**TRY IT:**
Return every line from the records below with the string "bottom".

#### SOURCE INFORMATION

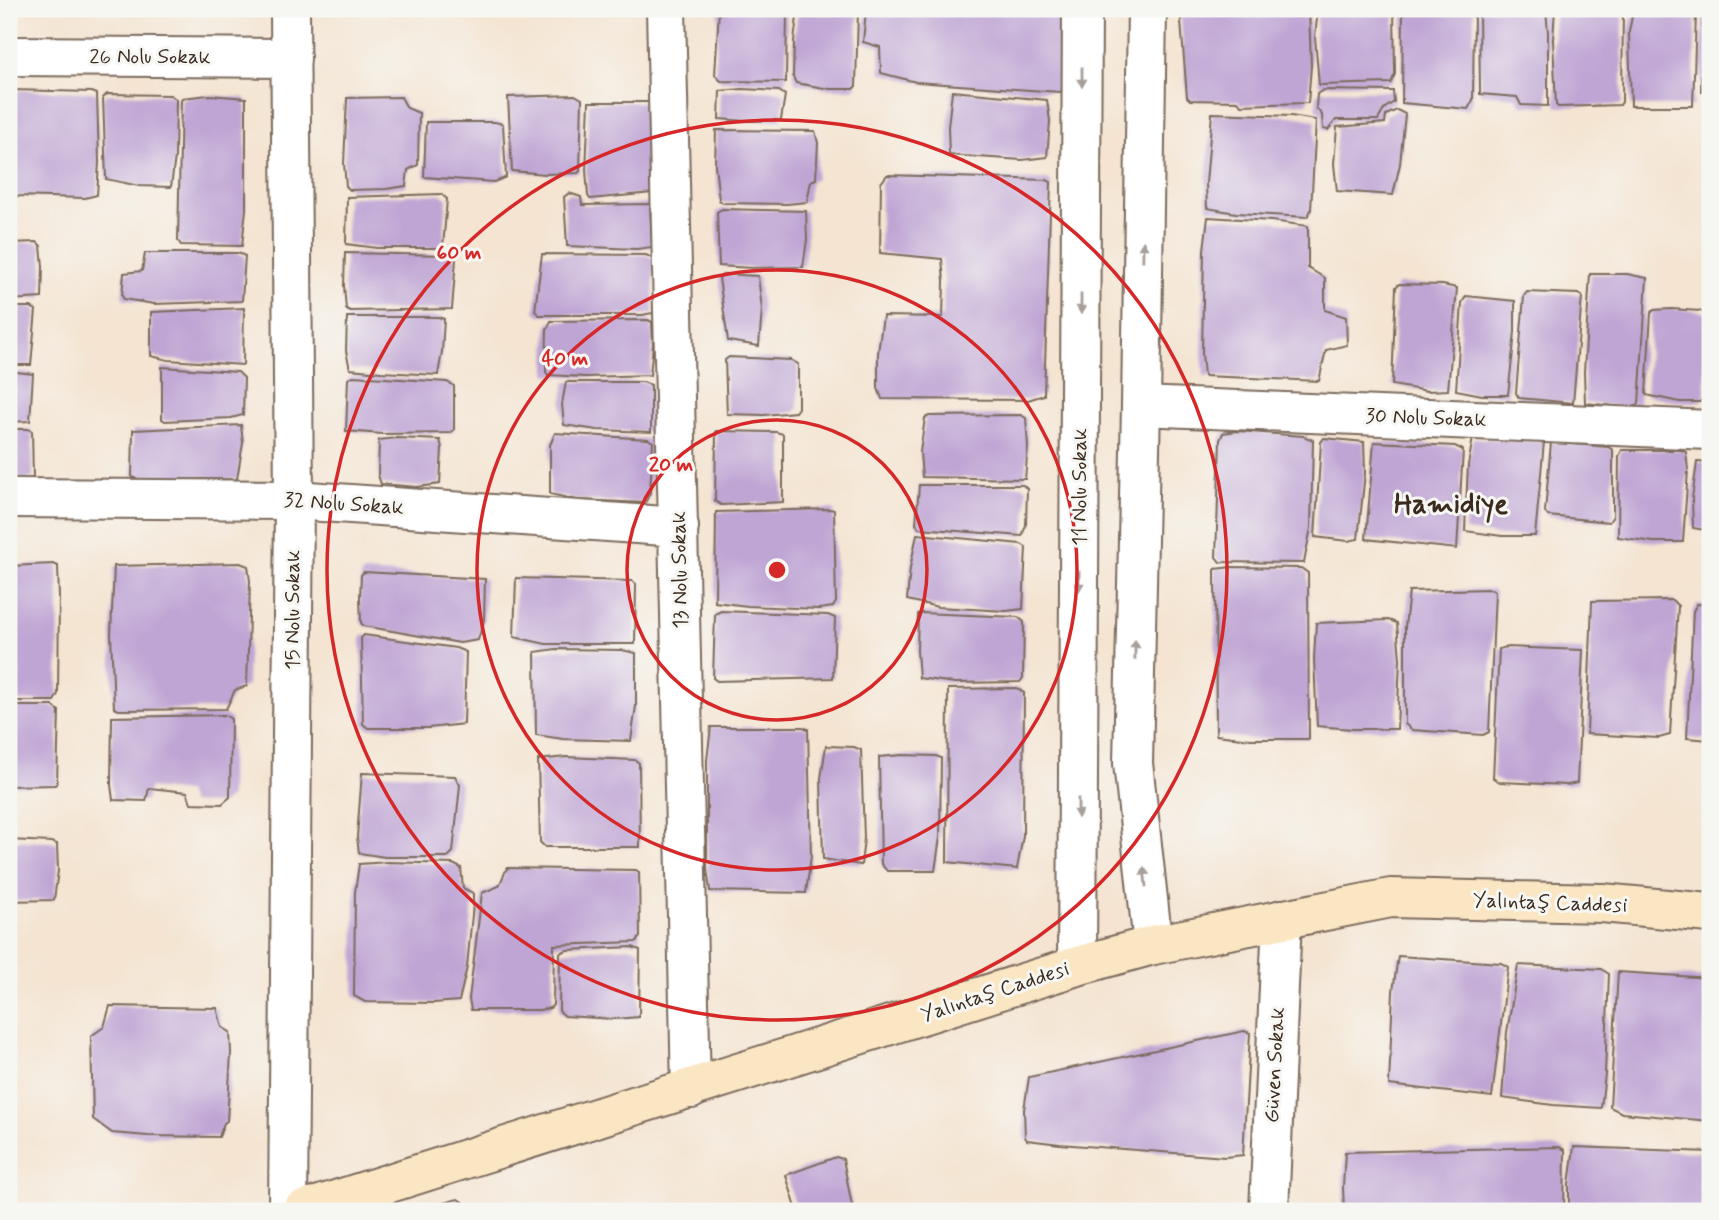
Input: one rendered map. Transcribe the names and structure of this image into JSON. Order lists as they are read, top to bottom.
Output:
{
  "streets": {
    "main road": ["Yalıntaş Caddesi"],
    "street": [
      "26 Nolu Sokak",
      "30 Nolu Sokak",
      "11 Nolu Sokak",
      "32 Nolu Sokak",
      "13 Nolu Sokak",
      "15 Nolu Sokak",
      "Güven Sokak"
    ]
  },
  "crossings": [
    ["26 Nolu Sokak", "15 Nolu Sokak"],
    ["11 Nolu Sokak", "Yalıntaş Caddesi"],
    ["32 Nolu Sokak", "13 Nolu Sokak"],
    ["32 Nolu Sokak", "15 Nolu Sokak"],
    ["13 Nolu Sokak", "Yalıntaş Caddesi"],
    ["Yalıntaş Caddesi", "Güven Sokak"]
  ],
  "districts": ["Hamidiye"],
  "rings": ["60 m", "40 m", "20 m"]
}
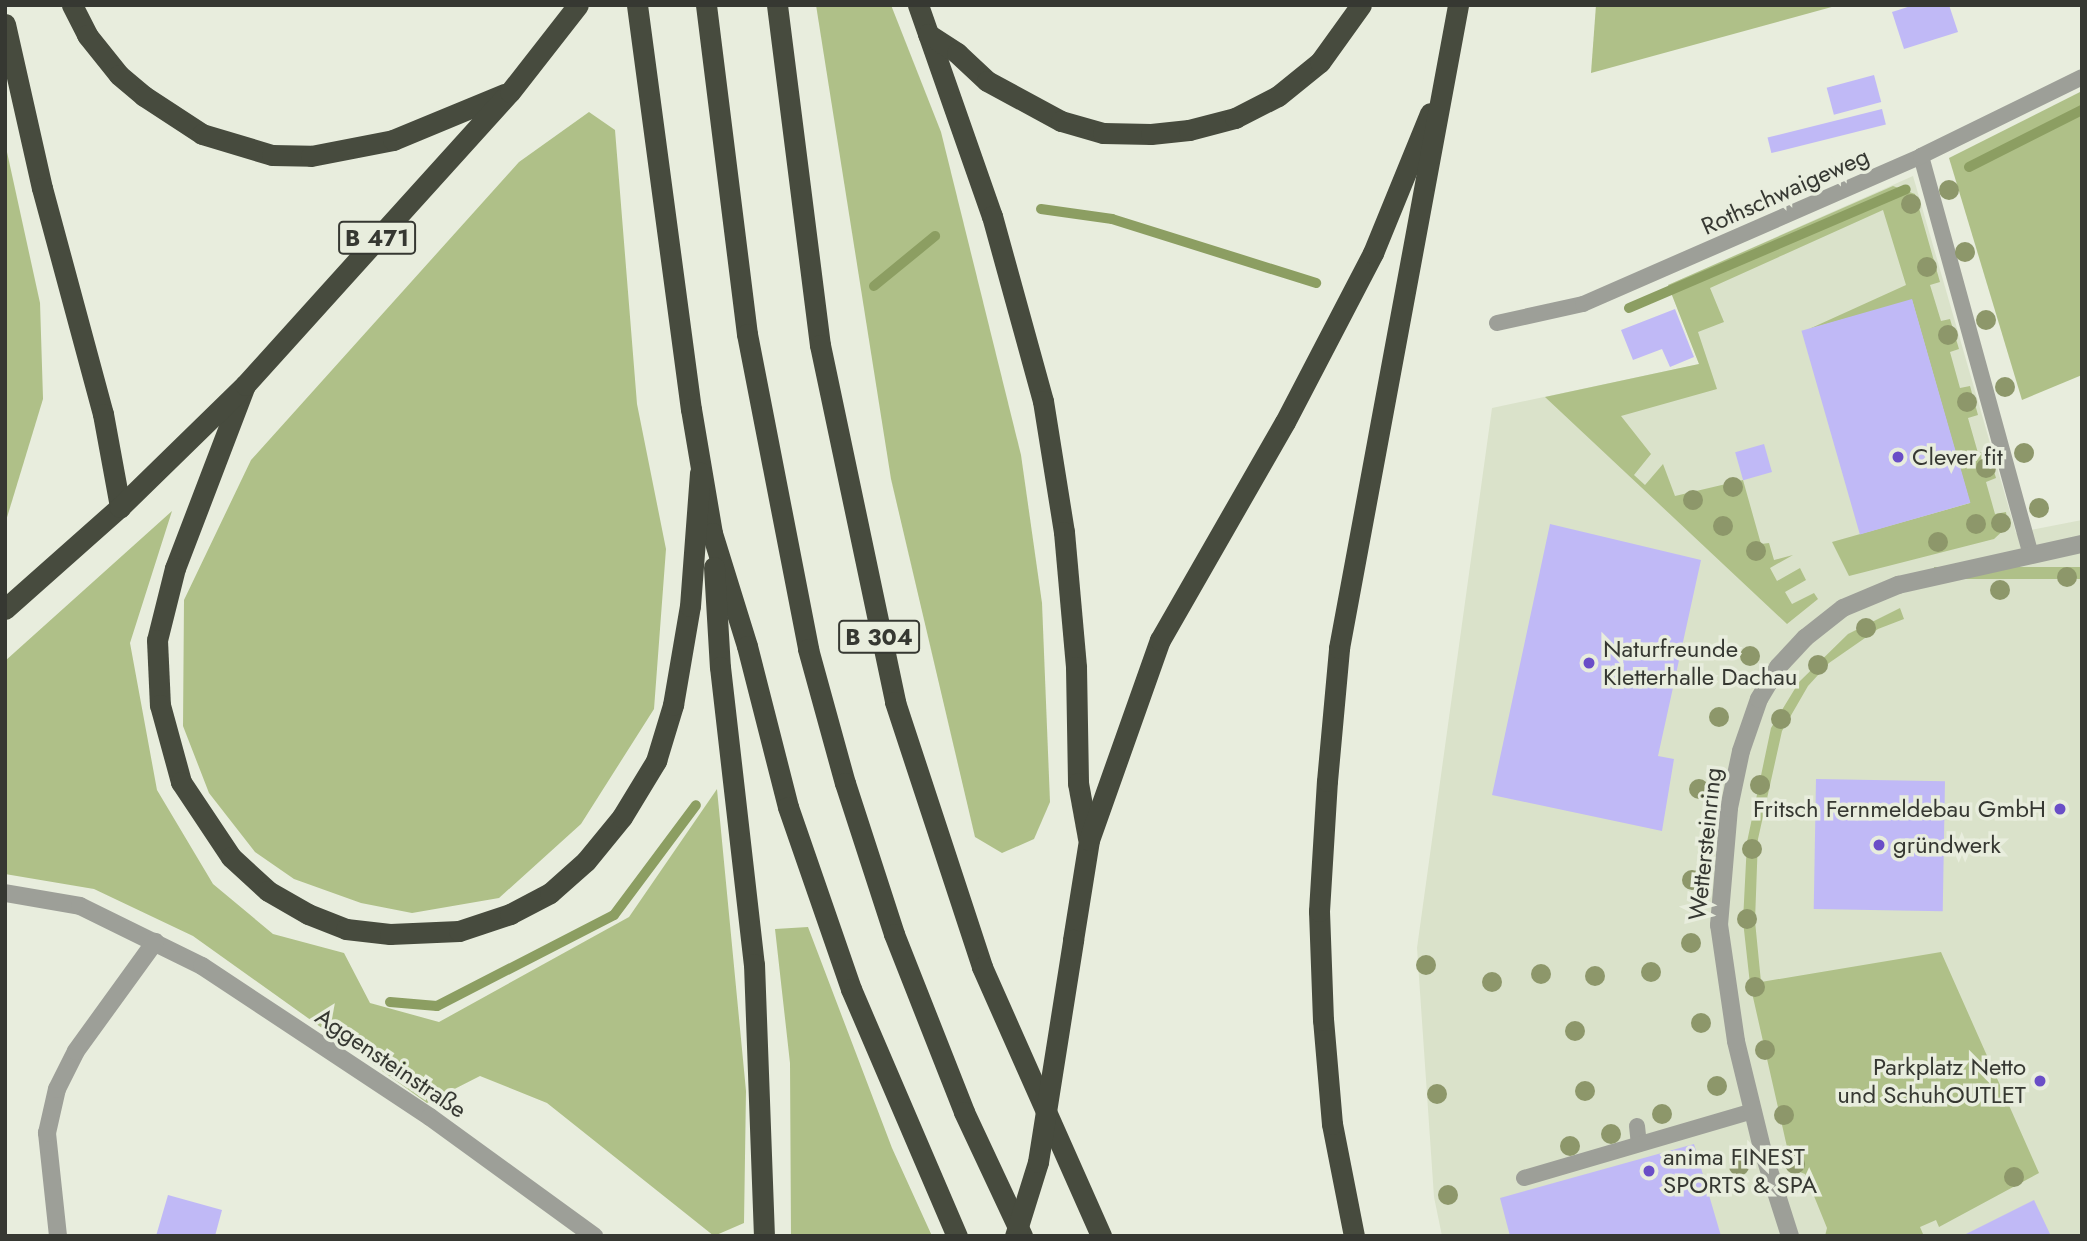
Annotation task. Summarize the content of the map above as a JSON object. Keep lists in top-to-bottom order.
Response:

########

**PROBLEM SOLUTION:**
Input: one rendered map. Transcribe the names and structure of this image into JSON. Order lists as they are read, top to bottom.
Annotation task. Summarize the content of the map above as a JSON object. Keep lists in top-to-bottom order.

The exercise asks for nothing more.